To solve the problem, we need to calculate the probability that a randomly chosen five-digit number has all distinct digits, with odd digits in the odd places and even digits in the even places.
### Step-by-Step Solution:
1. **Determine Total Cases**:
- A five-digit number cannot start with 0. Therefore, the first digit can be any digit from 1 to 9 (9 options).
- The remaining four digits can be any digit from 0 to 9, allowing repetition. Thus, the total number of five-digit numbers is:
\[
\text{Total Cases} = 9 \times 10^4
\]
2. **Determine Favorable Cases**:
- **Odd and Even Digits**: There are 5 odd digits (1, 3, 5, 7, 9) and 5 even digits (0, 2, 4, 6, 8).
- **Positions**: In a five-digit number, the odd positions are 1st, 3rd, and 5th, while the even positions are 2nd and 4th.
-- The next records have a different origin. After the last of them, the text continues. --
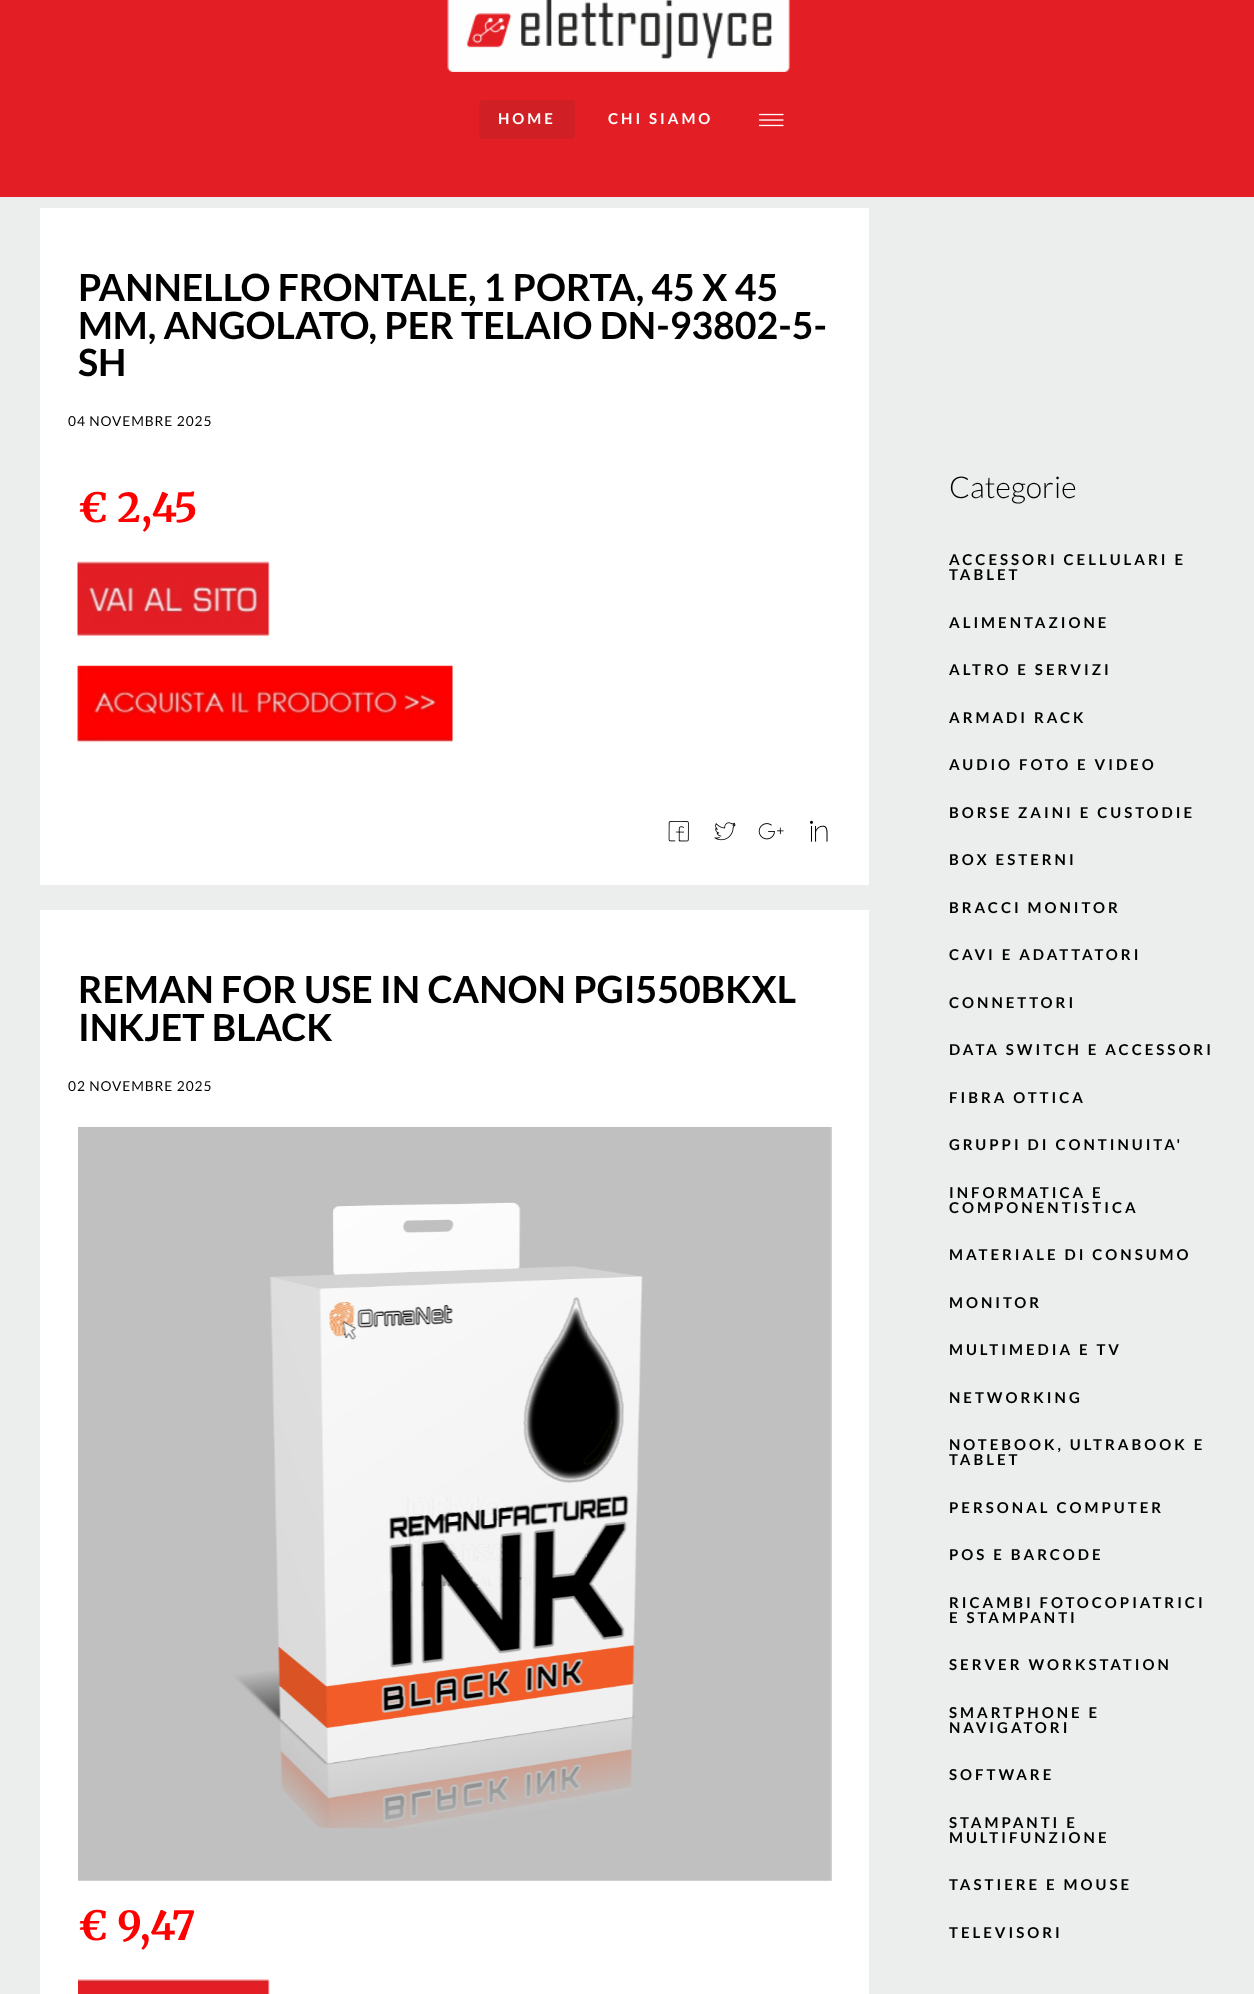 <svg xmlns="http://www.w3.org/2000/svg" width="1254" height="1994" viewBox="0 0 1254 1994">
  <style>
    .t1 { font: bold 15px Lato; letter-spacing: 3px; fill: #fff; }
    .t2 { font: bold 37.5px Lato; fill: #000; }
    .t3 { font: 13.75px Lato; letter-spacing: 0.9px; fill: #000; }
    .t4 { font: bold 40px Merriweather; fill: #f00; }
    .t5 { font: 300 30px Lato; fill: #000; }
    .t6 { font: bold 15px Lato; letter-spacing: 3px; fill: #000; }
  </style>
  <rect width="100%" height="100%" fill="#ebeeed"/>
  <rect x="0" y="0" width="1254" height="197" fill="#e31e24"/>
  <image x="447" y="0" width="343" height="72" href="images/1.png"/>
  <rect x="479" y="100" width="96" height="39" rx="4" fill="#d02025"/>
  <text x="498" y="124" class="t1">HOME</text>
  <text x="608" y="124" class="t1">CHI SIAMO</text>
  <image x="758" y="113" width="26" height="14" href="images/2.png"/>
  <rect x="40" y="208" width="829" height="677" fill="#fff"/>
  <text x="78" y="301" class="t2">PANNELLO FRONTALE, 1 PORTA, 45 X 45</text>
  <text x="78" y="339" class="t2">MM, ANGOLATO, PER TELAIO DN-93802-5-</text>
  <text x="78" y="376" class="t2">SH</text>
  <text x="68" y="426" class="t3">04 NOVEMBRE 2025</text>
  <text x="78" y="522" class="t4">€ 2,45</text>
  <image x="77" y="561" width="193" height="75" href="images/3.png"/>
  <image x="77" y="665" width="376" height="78" href="images/4.png"/>
  <image x="668" y="821" width="21" height="21" href="images/5.png"/>
  <image x="714" y="822" width="22" height="19" href="images/6.png"/>
  <image x="758" y="823" width="26" height="17" href="images/7.png"/>
  <image x="810" y="820" width="18" height="22" href="images/8.png"/>
  <rect x="40" y="910" width="829" height="1084" fill="#fff"/>
  <text x="78" y="1003" class="t2">REMAN FOR USE IN CANON PGI550BKXL</text>
  <text x="78" y="1041" class="t2">INKJET BLACK</text>
  <text x="68" y="1091" class="t3">02 NOVEMBRE 2025</text>
  <image x="78" y="1127" width="754" height="754" href="images/9.png"/>
  <text x="78" y="1940" class="t4">€ 9,47</text>
  <image x="78" y="1979" width="192" height="15" href="images/10.png"/>
  <text x="949" y="498" class="t5">Categorie</text>
  <text x="949" y="565" class="t6">ACCESSORI CELLULARI E</text>
  <text x="949" y="580" class="t6">TABLET</text>
  <text x="949" y="628" class="t6">ALIMENTAZIONE</text>
  <text x="949" y="675" class="t6">ALTRO E SERVIZI</text>
  <text x="949" y="723" class="t6">ARMADI RACK</text>
  <text x="949" y="770" class="t6">AUDIO FOTO E VIDEO</text>
  <text x="949" y="818" class="t6">BORSE ZAINI E CUSTODIE</text>
  <text x="949" y="865" class="t6">BOX ESTERNI</text>
  <text x="949" y="913" class="t6">BRACCI MONITOR</text>
  <text x="949" y="960" class="t6">CAVI E ADATTATORI</text>
  <text x="949" y="1008" class="t6">CONNETTORI</text>
  <text x="949" y="1055" class="t6">DATA SWITCH E ACCESSORI</text>
  <text x="949" y="1103" class="t6">FIBRA OTTICA</text>
  <text x="949" y="1150" class="t6">GRUPPI DI CONTINUITA'</text>
  <text x="949" y="1198" class="t6">INFORMATICA E</text>
  <text x="949" y="1213" class="t6">COMPONENTISTICA</text>
  <text x="949" y="1260" class="t6">MATERIALE DI CONSUMO</text>
  <text x="949" y="1308" class="t6">MONITOR</text>
  <text x="949" y="1355" class="t6">MULTIMEDIA E TV</text>
  <text x="949" y="1403" class="t6">NETWORKING</text>
  <text x="949" y="1450" class="t6">NOTEBOOK, ULTRABOOK E</text>
  <text x="949" y="1465" class="t6">TABLET</text>
  <text x="949" y="1513" class="t6">PERSONAL COMPUTER</text>
  <text x="949" y="1560" class="t6">POS E BARCODE</text>
  <text x="949" y="1608" class="t6">RICAMBI FOTOCOPIATRICI</text>
  <text x="949" y="1623" class="t6">E STAMPANTI</text>
  <text x="949" y="1670" class="t6">SERVER WORKSTATION</text>
  <text x="949" y="1718" class="t6">SMARTPHONE E</text>
  <text x="949" y="1733" class="t6">NAVIGATORI</text>
  <text x="949" y="1780" class="t6">SOFTWARE</text>
  <text x="949" y="1828" class="t6">STAMPANTI E</text>
  <text x="949" y="1843" class="t6">MULTIFUNZIONE</text>
  <text x="949" y="1890" class="t6">TASTIERE E MOUSE</text>
  <text x="949" y="1938" class="t6">TELEVISORI</text>
</svg>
- **Choosing Odd Digits**: We need to choose 3 odd digits from the 5 available. The number of ways to choose and arrange 3 odd digits is given by:
\[
\text{Ways to choose odd digits} = P(5, 3) = 5 \times 4 \times 3 = 60
\]
- **Choosing Even Digits**: We need to choose 2 even digits from the 5 available. The number of ways to choose and arrange 2 even digits is given by:
\[
\text{Ways to choose even digits} = P(5, 2) = 5 \times 4 = 20
\]
- **Total Favorable Cases**: The total number of favorable cases is the product of the arrangements of odd and even digits:
\[
\text{Favorable Cases} = P(5, 3) \times P(5, 2) = 60 \times 20 = 1200
\]
3. **Calculate Probability**:
- The probability is given by the ratio of favorable cases to total cases:
\[
\text{Probability} = \frac{\text{Favorable Cases}}{\text{Total Cases}} = \frac{1200}{9 \times 10^4}
\]
- Simplifying this gives:
\[
\text{Probability} = \frac{1200}{90000} = \frac{12}{900} = \frac{1}{75}
\]
### Final Answer:
The probability that all the digits are distinct and that the digits at odd places are odd and the digits at even places are even is \(\frac{1}{75}\).